Parti en montagne avec Erie de Luca, les deux italiens profitent d’une tempête qui les rive dans leur tente pour entamer une discussion.

Qu’est ce qui te pousse si haut, si loin, Nives ? s’interroge l’écrivain. Comment supporte-tu la douleur, la solitude, cet infiniment blanc autour de toi, qui se rapporterait pour l’écrivain à l’angoisse de la page blanche…

Nieves répond simplement, entre deux sommes, bercée par la voix de l’écrivain. Elle compagnonne avec la montagne comme elle compagnonne avec Romano, ou avec leur ami Luca ; sincèrement, discrètement, humblement. Leurs équipées ne comprennent ni sherpas, ces montagnards payés pour supporter les charges des alpinistes et dresser leurs camps, ni bouteilles d’oxygènes, souvent nécessaire au-delà de 7000 mètres.

Erie, lui, aime retrouver de vieux pitons rouillés dans la montagne, la trace du cheminement d’autres grimpeurs avant lui.

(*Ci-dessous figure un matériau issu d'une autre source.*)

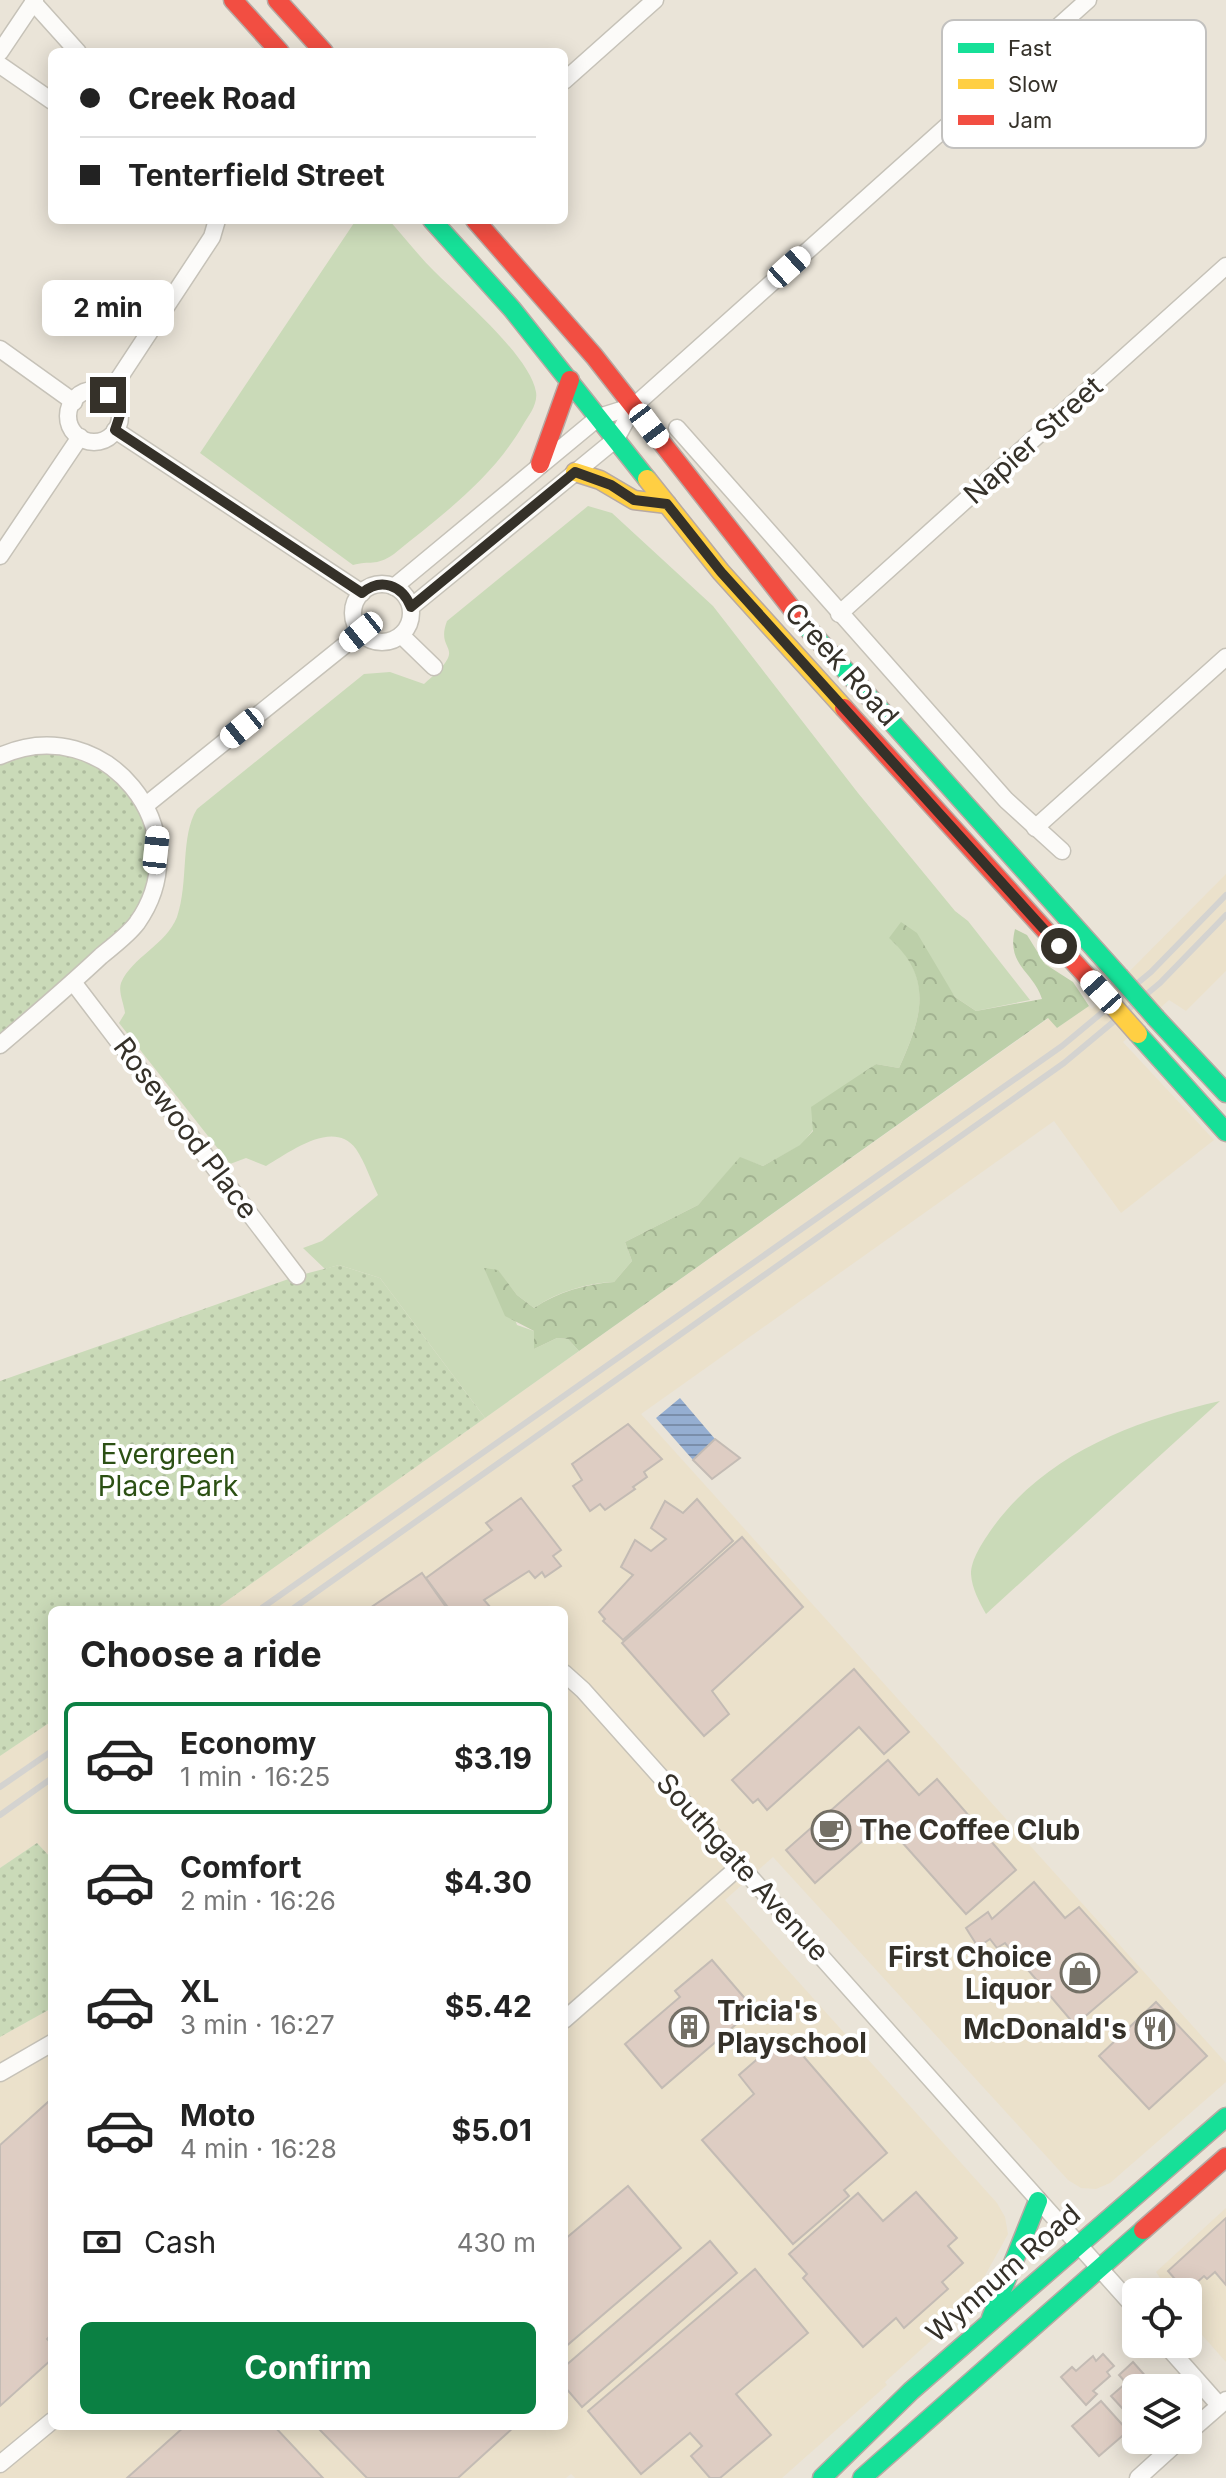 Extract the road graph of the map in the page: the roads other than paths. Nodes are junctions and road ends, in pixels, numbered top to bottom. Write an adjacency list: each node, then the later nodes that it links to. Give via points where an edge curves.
1 (233, 0): 8 (main road)
2 (277, 0): 9 (main road)
3 (655, 0): 12 (street)
4 (1088, 0): 6 (street)
5 (34, 1): 7 (street); 10 (street)
6 (1066, 20)
7 (75, 48)
8 (276, 48)
9 (320, 48)
10 (0, 52)
11 (0, 65): 13 (street)
12 (568, 77)
13 (48, 98)
14 (942, 131): 23 (street)
15 (216, 224): 21 (street)
16 (435, 224): 20 (main road, Creek Road)
17 (479, 224): 23 (main road, Creek Road)
18 (1226, 266): 36 (street, Napier Street)
19 (0, 349): 22 (street)
20 (570, 380): 24 (main road, Creek Road); 29 (main road, via 565,406 544,442)
21 (108, 395): 22 (street, via 86,391); 26 (street, via 120,415)
22 (74, 402): 27 (street, via 68,417)
23 (634, 406): 24 (street); 28 (street); 47 (main road, Creek Road, bridge, via 824,650)
24 (599, 417): 28 (main road, Creek Road); 29 (street)
25 (677, 428): 36 (street, Creek Road)
26 (115, 430): 27 (street, via 103,441); 34 (street)
27 (80, 437): 32 (street)
28 (616, 439): 30 (street); 31 (main road, Creek Road)
29 (540, 464): 33 (street)
30 (575, 472): 31 (main road, via 634,500); 35 (street)
31 (667, 504): 48 (main road, Creek Road, bridge, via 721,572)
32 (0, 556)
33 (394, 587): 34 (street, via 377,584); 35 (street)
34 (362, 593): 37 (street, via 354,608)
35 (411, 607): 38 (street)
36 (839, 614): 43 (street, Creek Road)
37 (361, 632): 38 (street, via 376,641); 42 (street)
38 (401, 635): 40 (street)
39 (1226, 657): 43 (street)
40 (434, 667)
41 (0, 756): 42 (street, via 52,745 87,752 120,771)
42 (146, 805): 45 (street, via 158,833 151,895 137,924)
43 (1035, 828): 44 (street, Creek Road)
44 (1062, 851)
45 (73, 982): 46 (street); 49 (street, Rosewood Place)
46 (0, 1045)
47 (1226, 1093)
48 (1226, 1132)
49 (297, 1276)
50 (568, 1677): 51 (street, Southgate Avenue)
51 (741, 1865): 52 (street); 57 (street, Southgate Avenue)
52 (568, 2016)
53 (48, 2045): 54 (street)
54 (0, 2073)
55 (1226, 2117): 58 (main road, Wynnum Road)
56 (1226, 2157): 59 (main road)
57 (1038, 2201): 58 (street, Southgate Avenue); 61 (main road, via 1031,2231)
58 (1077, 2245): 59 (street, Southgate Avenue); 61 (main road, Wynnum Road)
59 (1099, 2268): 60 (street, Southgate Avenue); 69 (main road)
60 (1122, 2293)
61 (990, 2321): 68 (main road, Wynnum Road)
62 (1179, 2358): 63 (street)
63 (1223, 2402): 64 (street)
64 (1202, 2421)
65 (48, 2424): 67 (street)
66 (1165, 2454): 70 (street)
67 (0, 2464)
68 (822, 2478)
69 (862, 2478)
70 (1138, 2478)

En tant qu’écrivain, il aime ce qui fait signe, ce qui est communicable et le relie à une pratique culturelle. En tant qu’ancien ouvrier, il a le respect du travail, de l’endurance, et de la camaraderie qui lie par le labeur.

Nieves aime la nature, sa virginité de plus en plus rare, qu’il faut mériter. Elle fuit les marques ou toute trace qui attesterait de son passage. Si les médias sportifs la lance dans une compétition avec les autres femmes alpinistes pour être la première de son sexe a vaincre tous les sommets de plus de 8000 mètres (challenge qui sera remportée par la coréenne Oh Eun Sun), elle répond avec détachement qu’elle n’apprécierait que d’être la première à le faire sans porteurs ni apports d’air artificiel.

Nieves n’est pas une solitaire, pas vraiment. Ses ascensions se comprennent aux côtés de son compagnon Romano, même si les deux alpinistes ne franchissent que très rarement les sommets côte à côte. Nieves chemine sereinement, à son rythme, dans la trace de Romano qui se fond avec les siennes. Ces séparations et ces retrouvailles se font au grès de la montagne, qui devient le pouls, le mécanisme de cette relation. Nieves et Romano semblent exister par la montagne, mais la montagne n’est possible que parce qu’ils sont deux. Il ne reste rien derrière eux qui ne puisse les retenir, tout est devant, et dans leurs pas présents, tant que la neige ne les recouvre pas.

Erie, comme l’enfant qu’il n’est plus, mais qu’il demeure être au pied de l’immensité glacée, s’interroge à nouveau. Peut-on parler d’une communion avec la montagne, d’une dialectique mystique, voire religieuse du mouvement ascensionnel ?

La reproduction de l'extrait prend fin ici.